Councillor Nagel put the operating budget on the floor.

He was satisfied with how the reduction was achieved and viewed it as a cutback when taking into account inflation. He says the Consumer Price Index across Canada is close to seven per and, and this increase is far less.

"In real economic terms, it is a budget cut which I think is the right decision. It's not a zero per cent budget but we're holding back, and that's why I'll be supporting it."

In the end, council all but left the draft budget unscathed and instead chose to pull money out of reserve and surplus to reduce the percentage increase.

Recognizing public pushback on councillors receiving a 3.5 per cent cost of living allowance, Nagel says he will donate those extra dollars to some local cause but did not specify what, saying it's to be announced.

Councillor Susan Flowers agreed with the budget, believing the town fell behind the last few years.

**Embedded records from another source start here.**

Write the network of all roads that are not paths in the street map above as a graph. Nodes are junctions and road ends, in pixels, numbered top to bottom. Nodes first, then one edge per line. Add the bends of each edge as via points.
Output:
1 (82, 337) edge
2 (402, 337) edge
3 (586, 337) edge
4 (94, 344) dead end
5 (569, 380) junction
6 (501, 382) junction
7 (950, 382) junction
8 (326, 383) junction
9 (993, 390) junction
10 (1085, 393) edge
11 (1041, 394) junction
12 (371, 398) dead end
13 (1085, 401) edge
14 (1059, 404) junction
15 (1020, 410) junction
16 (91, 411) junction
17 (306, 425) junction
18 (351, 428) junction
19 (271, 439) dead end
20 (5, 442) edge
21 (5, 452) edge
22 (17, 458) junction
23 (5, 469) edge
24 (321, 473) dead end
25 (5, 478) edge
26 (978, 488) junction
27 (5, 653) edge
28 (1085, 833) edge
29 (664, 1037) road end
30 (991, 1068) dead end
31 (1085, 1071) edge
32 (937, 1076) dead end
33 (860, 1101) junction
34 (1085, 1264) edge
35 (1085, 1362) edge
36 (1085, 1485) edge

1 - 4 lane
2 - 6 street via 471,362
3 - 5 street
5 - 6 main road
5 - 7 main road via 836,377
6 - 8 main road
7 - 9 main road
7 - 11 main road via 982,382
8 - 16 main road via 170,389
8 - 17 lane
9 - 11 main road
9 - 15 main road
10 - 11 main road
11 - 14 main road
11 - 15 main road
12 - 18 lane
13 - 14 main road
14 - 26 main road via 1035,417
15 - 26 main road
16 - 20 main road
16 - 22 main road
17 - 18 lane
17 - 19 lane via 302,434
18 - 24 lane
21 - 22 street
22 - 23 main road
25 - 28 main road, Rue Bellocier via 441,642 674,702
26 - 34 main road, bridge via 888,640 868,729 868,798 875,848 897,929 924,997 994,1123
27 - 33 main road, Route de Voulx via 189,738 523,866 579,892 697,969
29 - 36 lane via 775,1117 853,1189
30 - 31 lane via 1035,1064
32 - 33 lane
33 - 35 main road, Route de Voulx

"We had bad advice, we didn't raise taxes when we should have, and I still feel like we're playing catchup," says Flowers. "I know that some people are unhappy with the process this year, and we're going to improve it, but I felt that we worked hard at getting the number down, I'm happy with where we are and I will be supporting it."

The budget calls for a $74.3 million operating budget up from $68.2 million last year, a $6 million increase, or nine per cent net growth. Of that, $32.2 million will come from taxes, breaking out to $999.81 per capita, up from $984.61 last year.

The town is required to prepare three-year budgets, though, between now and next year, it is subject to change. Based on those projections, we're looking at almost $5 million more in operating costs in 2024. and about $3.5 million more in 2025.

There is $27 million in the 2023 capital budget and a further $51 million in 2024-25.

The budget also calls for some increases in town fees. Town administration attributed these to rising costs.

Town CAO Mike Derricott told council the budget aligns with the town's strategic plan.